WHAT TO DO. Collect all lines from the listing that include the string "улица".

DATA FOR THIS TASK.
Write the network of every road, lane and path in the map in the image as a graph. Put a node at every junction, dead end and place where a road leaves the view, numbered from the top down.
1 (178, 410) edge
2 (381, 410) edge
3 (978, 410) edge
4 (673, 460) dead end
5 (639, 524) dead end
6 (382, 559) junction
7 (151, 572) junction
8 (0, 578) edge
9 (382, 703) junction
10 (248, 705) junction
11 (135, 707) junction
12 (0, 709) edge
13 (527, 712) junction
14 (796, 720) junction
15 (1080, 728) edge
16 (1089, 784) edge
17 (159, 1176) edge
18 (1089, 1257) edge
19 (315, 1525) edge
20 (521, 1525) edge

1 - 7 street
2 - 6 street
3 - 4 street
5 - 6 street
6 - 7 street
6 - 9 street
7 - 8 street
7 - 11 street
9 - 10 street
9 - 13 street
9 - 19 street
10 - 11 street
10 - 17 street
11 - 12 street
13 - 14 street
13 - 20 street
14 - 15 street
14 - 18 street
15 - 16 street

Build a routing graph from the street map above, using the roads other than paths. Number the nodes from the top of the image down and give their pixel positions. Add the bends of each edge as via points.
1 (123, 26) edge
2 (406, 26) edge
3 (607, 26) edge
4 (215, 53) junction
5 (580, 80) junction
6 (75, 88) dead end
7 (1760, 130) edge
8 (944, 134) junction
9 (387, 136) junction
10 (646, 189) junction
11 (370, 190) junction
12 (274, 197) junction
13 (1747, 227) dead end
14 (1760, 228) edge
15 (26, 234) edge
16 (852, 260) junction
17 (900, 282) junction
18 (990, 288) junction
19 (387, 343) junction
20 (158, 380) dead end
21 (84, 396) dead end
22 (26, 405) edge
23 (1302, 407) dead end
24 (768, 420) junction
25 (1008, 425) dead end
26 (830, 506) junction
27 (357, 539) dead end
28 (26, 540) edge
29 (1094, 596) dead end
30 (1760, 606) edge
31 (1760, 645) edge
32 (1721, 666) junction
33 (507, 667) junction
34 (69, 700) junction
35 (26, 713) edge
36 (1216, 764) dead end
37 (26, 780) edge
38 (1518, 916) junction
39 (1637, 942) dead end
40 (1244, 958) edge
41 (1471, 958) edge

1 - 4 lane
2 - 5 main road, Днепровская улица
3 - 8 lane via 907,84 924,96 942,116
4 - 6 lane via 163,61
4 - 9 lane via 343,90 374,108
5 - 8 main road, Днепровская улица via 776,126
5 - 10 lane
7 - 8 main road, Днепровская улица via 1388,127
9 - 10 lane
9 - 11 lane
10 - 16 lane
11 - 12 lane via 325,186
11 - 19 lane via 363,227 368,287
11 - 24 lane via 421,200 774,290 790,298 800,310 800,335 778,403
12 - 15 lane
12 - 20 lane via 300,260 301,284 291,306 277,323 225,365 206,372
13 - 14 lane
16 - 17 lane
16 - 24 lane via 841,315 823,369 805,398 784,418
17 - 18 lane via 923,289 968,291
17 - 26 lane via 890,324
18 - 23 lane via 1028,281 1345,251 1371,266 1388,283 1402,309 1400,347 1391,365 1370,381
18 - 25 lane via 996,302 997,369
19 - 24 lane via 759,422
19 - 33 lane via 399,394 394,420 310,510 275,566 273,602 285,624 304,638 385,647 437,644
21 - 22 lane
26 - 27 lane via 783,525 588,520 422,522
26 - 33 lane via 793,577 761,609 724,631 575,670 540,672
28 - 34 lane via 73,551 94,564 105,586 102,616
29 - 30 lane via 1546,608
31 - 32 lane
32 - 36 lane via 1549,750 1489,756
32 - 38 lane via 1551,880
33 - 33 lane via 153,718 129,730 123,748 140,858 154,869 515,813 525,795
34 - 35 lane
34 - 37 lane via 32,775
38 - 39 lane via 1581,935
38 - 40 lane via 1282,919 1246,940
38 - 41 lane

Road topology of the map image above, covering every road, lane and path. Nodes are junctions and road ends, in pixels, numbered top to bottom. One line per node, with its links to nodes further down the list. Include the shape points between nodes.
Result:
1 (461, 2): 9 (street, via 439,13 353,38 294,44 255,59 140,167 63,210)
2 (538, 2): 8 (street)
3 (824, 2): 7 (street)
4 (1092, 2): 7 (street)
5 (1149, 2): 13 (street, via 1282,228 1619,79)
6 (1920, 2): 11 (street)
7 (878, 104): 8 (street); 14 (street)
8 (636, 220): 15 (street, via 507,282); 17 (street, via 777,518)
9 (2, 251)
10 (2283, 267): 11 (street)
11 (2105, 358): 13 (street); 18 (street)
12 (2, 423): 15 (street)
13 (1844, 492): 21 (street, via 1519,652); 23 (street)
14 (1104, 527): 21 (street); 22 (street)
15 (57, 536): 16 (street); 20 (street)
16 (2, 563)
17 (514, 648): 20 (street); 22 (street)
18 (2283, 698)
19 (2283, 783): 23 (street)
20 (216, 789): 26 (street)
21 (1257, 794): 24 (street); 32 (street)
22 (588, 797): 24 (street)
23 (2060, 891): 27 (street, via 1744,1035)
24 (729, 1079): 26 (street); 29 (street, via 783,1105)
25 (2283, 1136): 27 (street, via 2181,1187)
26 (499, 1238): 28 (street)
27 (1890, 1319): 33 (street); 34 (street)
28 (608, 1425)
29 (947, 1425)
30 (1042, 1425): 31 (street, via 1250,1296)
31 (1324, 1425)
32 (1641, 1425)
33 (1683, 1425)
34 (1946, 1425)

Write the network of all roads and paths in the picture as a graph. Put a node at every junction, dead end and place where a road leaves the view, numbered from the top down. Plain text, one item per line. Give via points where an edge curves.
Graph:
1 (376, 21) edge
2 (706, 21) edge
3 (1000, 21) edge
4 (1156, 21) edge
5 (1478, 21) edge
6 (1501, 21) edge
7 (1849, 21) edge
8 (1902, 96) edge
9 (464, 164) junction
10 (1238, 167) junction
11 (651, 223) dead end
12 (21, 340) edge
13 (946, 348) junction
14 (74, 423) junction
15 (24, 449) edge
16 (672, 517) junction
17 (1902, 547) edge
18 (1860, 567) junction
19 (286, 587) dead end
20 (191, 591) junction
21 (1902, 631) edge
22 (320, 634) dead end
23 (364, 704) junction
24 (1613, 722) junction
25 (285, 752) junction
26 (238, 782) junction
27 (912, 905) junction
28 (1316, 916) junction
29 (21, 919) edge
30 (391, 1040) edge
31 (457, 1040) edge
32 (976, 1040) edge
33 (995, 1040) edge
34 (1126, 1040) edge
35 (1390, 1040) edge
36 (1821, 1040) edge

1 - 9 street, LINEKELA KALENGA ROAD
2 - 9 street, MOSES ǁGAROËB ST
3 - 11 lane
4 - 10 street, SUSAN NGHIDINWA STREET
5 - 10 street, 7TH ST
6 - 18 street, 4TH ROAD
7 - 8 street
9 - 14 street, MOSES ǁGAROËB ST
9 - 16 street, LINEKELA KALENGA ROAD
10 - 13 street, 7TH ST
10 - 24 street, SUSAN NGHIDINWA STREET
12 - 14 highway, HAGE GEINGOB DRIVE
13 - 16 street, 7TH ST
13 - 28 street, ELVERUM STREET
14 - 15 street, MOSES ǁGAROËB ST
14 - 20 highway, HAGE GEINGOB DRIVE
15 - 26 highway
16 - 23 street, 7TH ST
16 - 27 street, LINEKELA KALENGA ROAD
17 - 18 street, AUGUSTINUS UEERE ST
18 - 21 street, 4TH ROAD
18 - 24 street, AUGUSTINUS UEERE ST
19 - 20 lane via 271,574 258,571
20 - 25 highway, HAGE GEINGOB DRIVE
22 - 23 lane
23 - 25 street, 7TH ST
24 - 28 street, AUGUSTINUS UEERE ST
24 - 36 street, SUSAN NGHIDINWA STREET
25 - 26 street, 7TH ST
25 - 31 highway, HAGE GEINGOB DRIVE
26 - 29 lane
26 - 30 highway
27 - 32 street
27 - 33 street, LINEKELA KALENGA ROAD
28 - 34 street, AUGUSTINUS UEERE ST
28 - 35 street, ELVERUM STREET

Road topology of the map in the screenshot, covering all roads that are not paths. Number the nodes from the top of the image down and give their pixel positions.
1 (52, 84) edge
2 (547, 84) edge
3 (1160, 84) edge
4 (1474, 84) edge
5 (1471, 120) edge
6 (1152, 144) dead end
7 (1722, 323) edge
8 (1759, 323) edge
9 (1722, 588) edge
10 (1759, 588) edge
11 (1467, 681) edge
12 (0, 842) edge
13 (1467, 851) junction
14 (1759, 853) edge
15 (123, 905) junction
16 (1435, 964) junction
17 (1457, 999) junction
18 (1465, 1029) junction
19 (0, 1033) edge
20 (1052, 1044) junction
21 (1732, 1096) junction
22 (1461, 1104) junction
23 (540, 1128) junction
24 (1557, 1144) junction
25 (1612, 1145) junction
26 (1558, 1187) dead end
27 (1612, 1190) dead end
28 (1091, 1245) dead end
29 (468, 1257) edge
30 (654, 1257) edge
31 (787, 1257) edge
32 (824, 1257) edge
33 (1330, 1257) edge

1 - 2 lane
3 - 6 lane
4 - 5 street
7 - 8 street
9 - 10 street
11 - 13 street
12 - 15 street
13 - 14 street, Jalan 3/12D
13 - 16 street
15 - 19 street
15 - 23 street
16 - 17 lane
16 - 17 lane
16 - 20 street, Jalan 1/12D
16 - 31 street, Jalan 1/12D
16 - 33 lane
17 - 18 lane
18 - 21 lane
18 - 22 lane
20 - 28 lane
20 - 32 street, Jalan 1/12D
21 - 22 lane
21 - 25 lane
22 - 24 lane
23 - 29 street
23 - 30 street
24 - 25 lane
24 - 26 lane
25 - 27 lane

TASK RESPONSE.
2 - 5 main road, Днепровская улица
5 - 8 main road, Днепровская улица via 776,126
7 - 8 main road, Днепровская улица via 1388,127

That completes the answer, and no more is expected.